Practitioners of quiet music steer us precariously along a thin line between
indifference and attention, and although muted dynamics were not of real concern
to Cage, a dialectic between indifference and attention can be traced throughout his
thinking. It's encapsulated in his well-known advice that “if something is boring after
two minutes, try it for four. If still boring, then eight.... Eventually one discovers that
it is not boring at all.” The key is to connect.

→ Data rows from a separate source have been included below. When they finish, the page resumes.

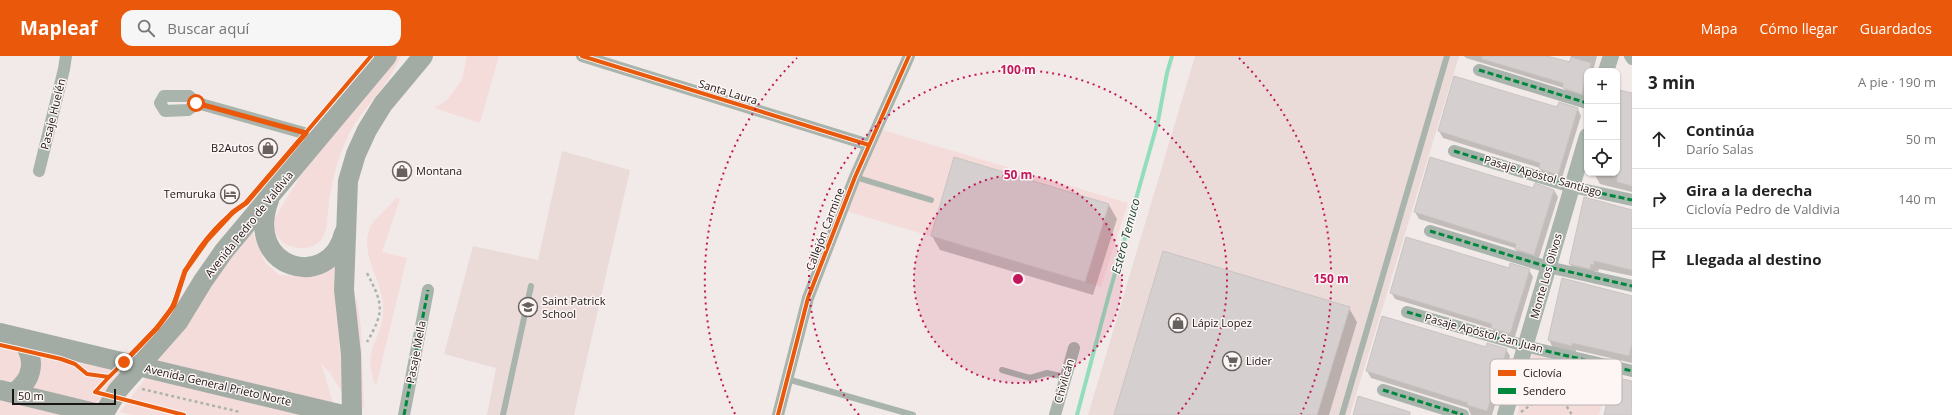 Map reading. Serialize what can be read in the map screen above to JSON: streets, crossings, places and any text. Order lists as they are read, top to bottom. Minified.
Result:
{"streets":{"main road":["Avenida Pedro de Valdivia","Avenida General Prieto Norte"],"street":["Santa Laura","Pasaje Huelén","Pasaje Apóstol Santiago","Callejón Carmine","Monte Los Olivos","Pasaje Apóstol San Juan","Pasaje Mella","Chivilcán"]},"crossings":[["Santa Laura","Callejón Carmine"],["Pasaje Apóstol Santiago","Monte Los Olivos"],["Avenida Pedro de Valdivia","Avenida General Prieto Norte"],["Monte Los Olivos","Pasaje Apóstol San Juan"]],"water":["Estero Temuco"],"places":{"shop":["B2Autos","Montana","Lápiz Lopez"],"hotel":["Temuruka"],"school or university":["Saint Patrick School"],"supermarket":["Lider"]},"legend":["Ciclovía","Sendero"],"scale_bar":"50 m","page":{"header":"Mapleaf","search":"Buscar aquí","nav":["Mapa","Cómo llegar","Guardados"],"heading":["3 min","A pie · 190 m"],"map_buttons":["+","−"],"list":[["Continúa","Darío Salas","50 m"],["Gira a la derecha","Ciclovía Pedro de Valdivia","140 m"],"Llegada al destino"],"scale":"50 m"},"rings":["100 m","50 m","150 m"]} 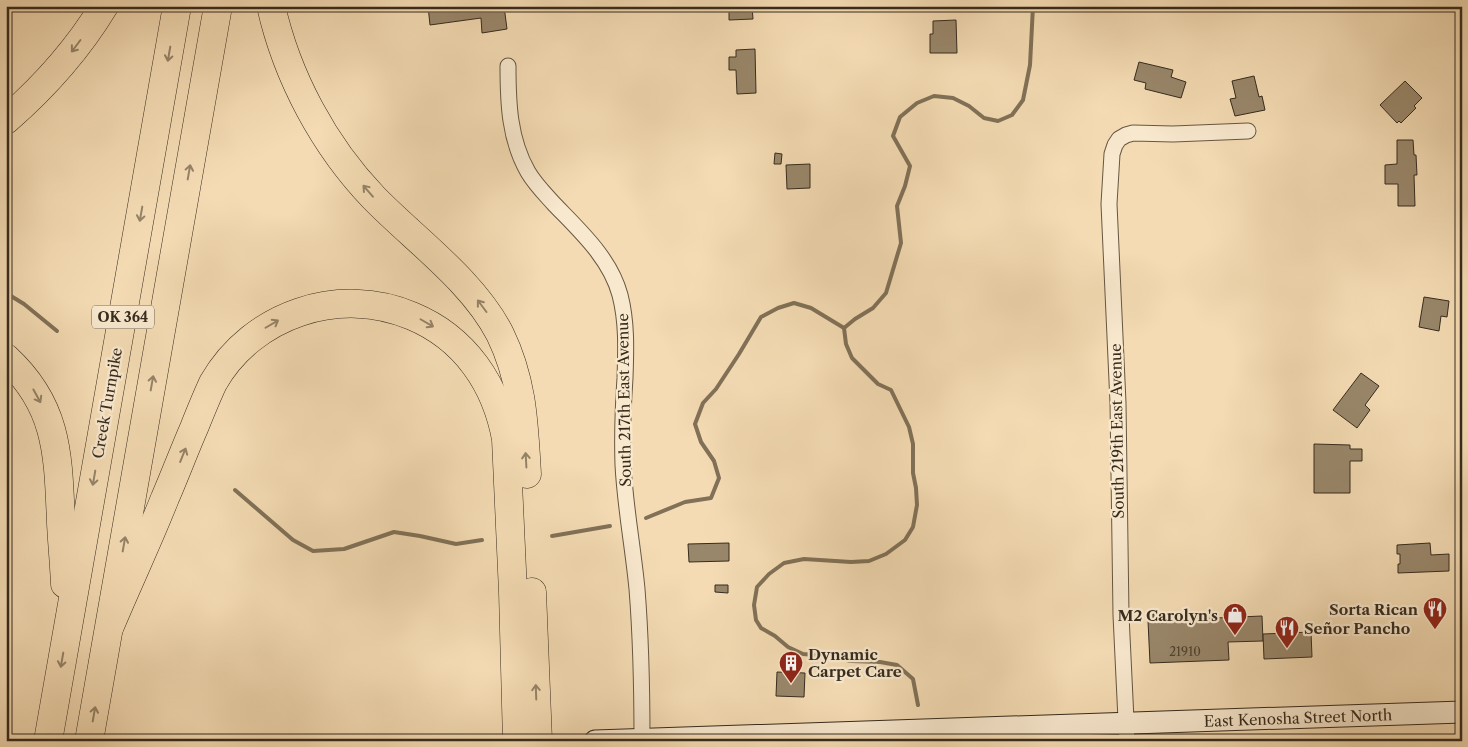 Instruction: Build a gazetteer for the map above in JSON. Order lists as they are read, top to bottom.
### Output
{
  "streets": {
    "highway": ["OK 364", "Creek Turnpike"],
    "main road": ["East Kenosha Street North"],
    "street": ["South 217th East Avenue", "South 219th East Avenue"]
  },
  "crossings": [
    ["South 217th East Avenue", "East Kenosha Street North"],
    ["South 219th East Avenue", "East Kenosha Street North"]
  ],
  "places": {
    "restaurant": ["Sorta Rican", "Señor Pancho"],
    "shop": ["M2 Carolyn's"],
    "building": ["Dynamic Carpet Care"]
  },
  "house_numbers": ["21910"]
} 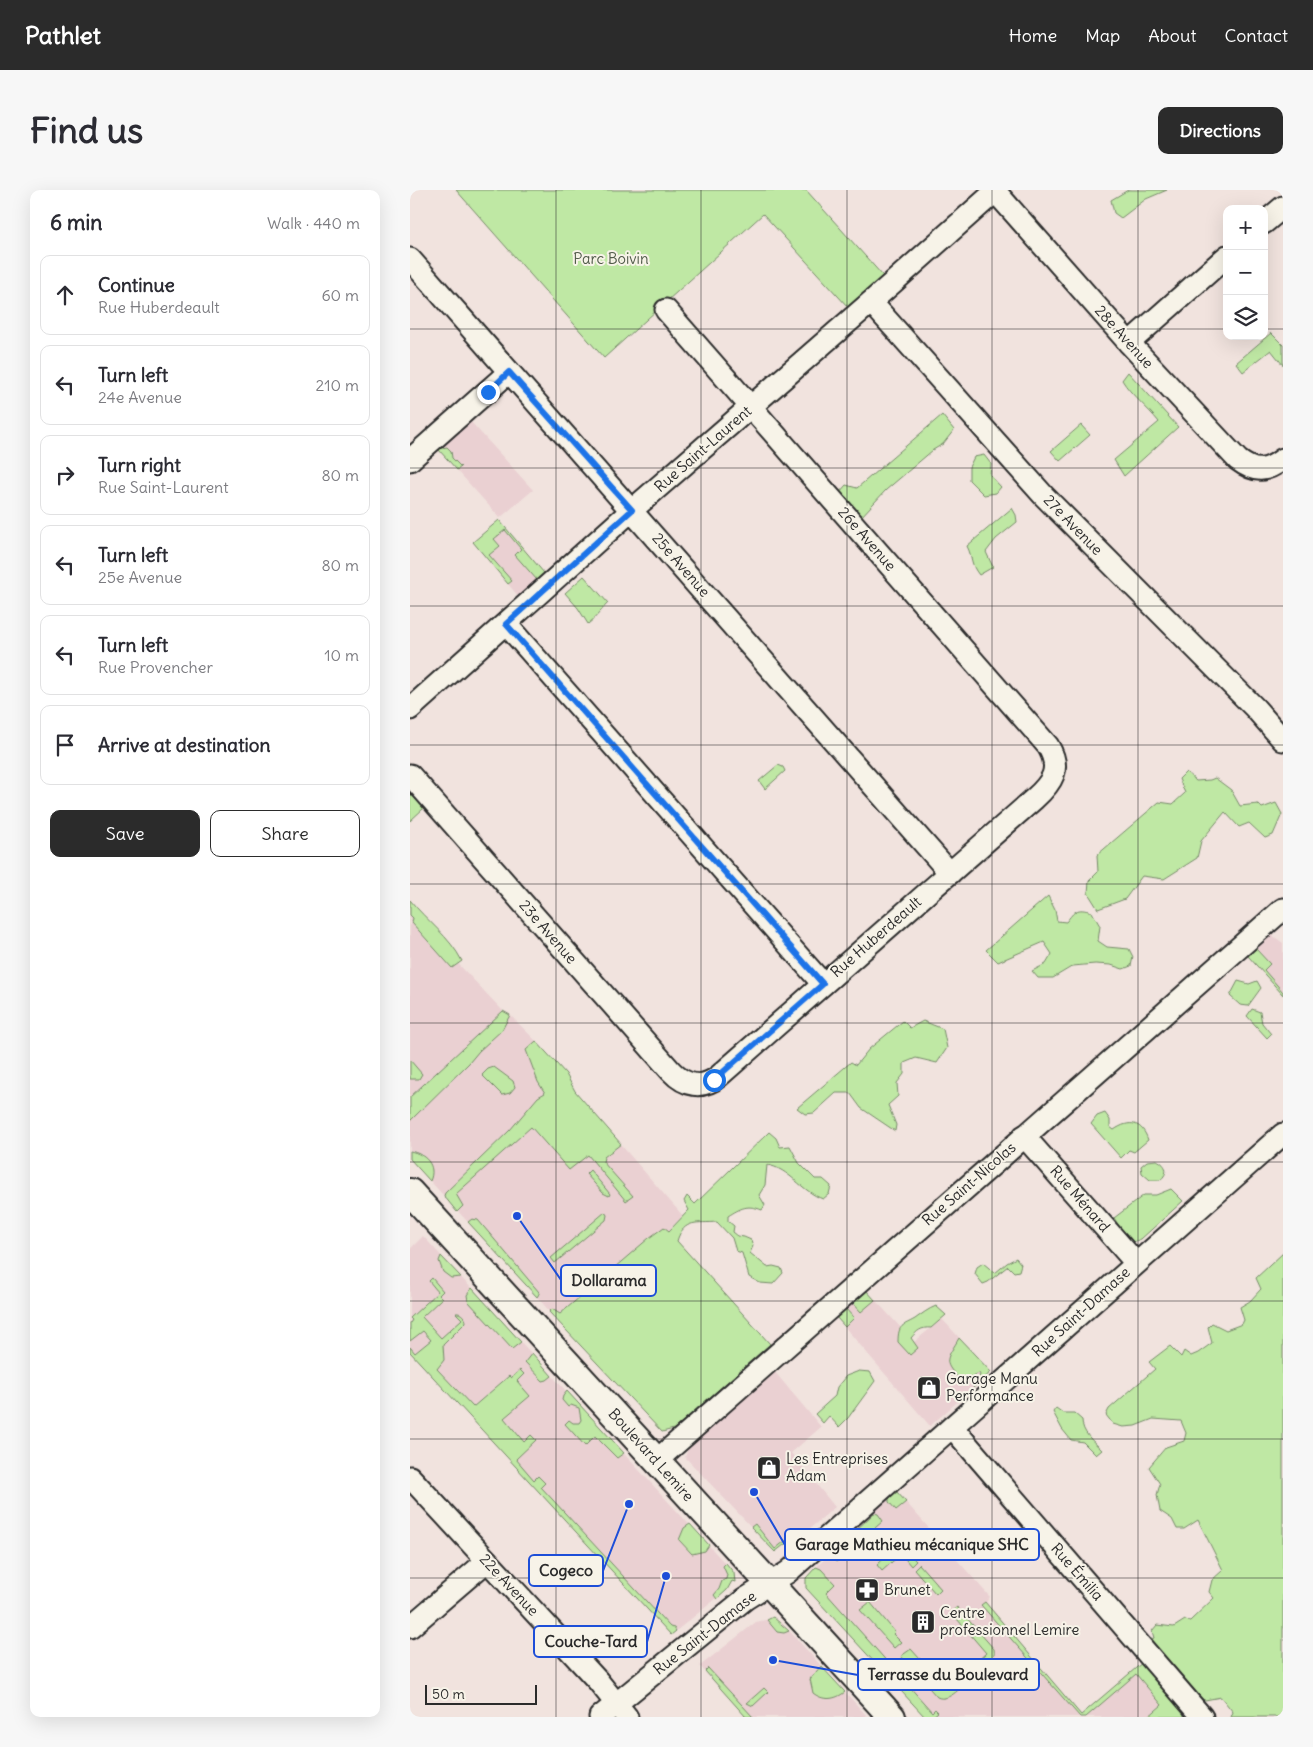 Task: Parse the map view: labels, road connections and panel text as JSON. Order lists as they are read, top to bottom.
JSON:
{
  "streets": {
    "main road": ["Boulevard Lemire"],
    "street": [
      "28e Avenue",
      "Rue Saint-Laurent",
      "27e Avenue",
      "26e Avenue",
      "25e Avenue",
      "23e Avenue",
      "Rue Huberdeault",
      "Rue Saint-Nicolas",
      "Rue Ménard",
      "Rue Saint-Damase",
      "Rue Émilia",
      "22e Avenue"
    ]
  },
  "crossings": [
    ["28e Avenue", "Rue Saint-Laurent"],
    ["Rue Saint-Laurent", "27e Avenue"],
    ["Rue Saint-Laurent", "26e Avenue"],
    ["Rue Saint-Laurent", "25e Avenue"],
    ["26e Avenue", "Rue Huberdeault"],
    ["25e Avenue", "Rue Huberdeault"],
    ["23e Avenue", "Rue Huberdeault"],
    ["Rue Saint-Nicolas", "Rue Ménard"],
    ["Rue Saint-Nicolas", "Boulevard Lemire"],
    ["Rue Ménard", "Rue Saint-Damase"],
    ["Rue Saint-Damase", "Boulevard Lemire"],
    ["Rue Saint-Damase", "Rue Émilia"],
    ["Rue Saint-Damase", "22e Avenue"]
  ],
  "parks": ["Parc Boivin"],
  "places": {
    "other": [
      "Dollarama",
      "Garage Mathieu mécanique SHC",
      "Cogeco",
      "Couche-Tard",
      "Terrasse du Boulevard"
    ],
    "shop": ["Garage Manu Performance", "Les Entreprises Adam"],
    "pharmacy": ["Brunet"],
    "building": ["Centre professionnel Lemire"]
  },
  "scale_bar": "50 m",
  "page": {
    "header": "Pathlet",
    "nav": [
      "Home",
      "Map",
      "About",
      "Contact"
    ],
    "buttons": [
      "Directions",
      ["Save", "Share"]
    ],
    "title": "Find us",
    "heading": ["6 min", "Walk · 440 m"],
    "map_buttons": ["+", "−"],
    "list": [
      ["Continue", "Rue Huberdeault", "60 m"],
      ["Turn left", "24e Avenue", "210 m"],
      ["Turn right", "Rue Saint-Laurent", "80 m"],
      ["Turn left", "25e Avenue", "80 m"],
      ["Turn left", "Rue Provencher", "10 m"],
      "Arrive at destination"
    ],
    "scale": "50 m"
  }
}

Four4, written near the end of Cage's life, extends across 74 minutes, allowing a
quartet of percussionists to choose their instruments and sounds within specified time
brackets. Simon Allen, Chris Burn, Lee Patterson and Mark Wastell respond
imaginatively to the invitation. They get quite rowdy at times, but there are protracted
silences too, gaps that will be filled by indeterminate acoustic events occurring to
individual listeners.
Arena Ladridos comes from a very different place. Recorded in Texas, it features
percussionist Chris Cogburn, soprano saxophonist Bhob Rainey and the discreet
electronics of Bonnie Jones. Music emerges from a deconstruction of instrumental
identity, a Cageian strategy of releasing instruments from conceptual
pre-configuration and historical precedent, enabling them to become open sound
sources. Who is playing what is rarely clear-cut in the course of these two secretive
improvisations.
The trio Looper are cellist Nikos Veliotis, saxophonist Martin Küchen and percussionist
Ingar Zach, but Dying Sun – co-released with the Cathnor label – is terse chugging,
neurotic sizzling, dull pounding, metallic hollowness, blank, mechanical and anonymous.
This is the silence of exhaustion, the Beckettian burn-out of expression, the poetry of
having nothing to say and saying it. In a sense Pisaro's Fields Have Ears is no less
impersonal. On the opening track in particular, chords hover in the air around Philip
Thomas's piano, while birds call and a plane roars far overhead. The music has a
cool meditative beauty, yet it is disengaged and luminously non-expressive.
Wunderkammern finds Lee Patterson's field recordings and “amplified devices”
fermenting mysteriously along with Rhodri Davies's harp and electronics and David
Toop's laptop, flute and steel guitar. There's magic in the secluded spaces of this
music, each track an auditory cabinet of curiosities, enigmatic, introspective and
strangely glowing. To me this appears the most yielding and potentially rewarding
of the five CDs, but all convey the message that if quiet music runs the risk of
indifference, it may also induce a finely tuned capacity for listening.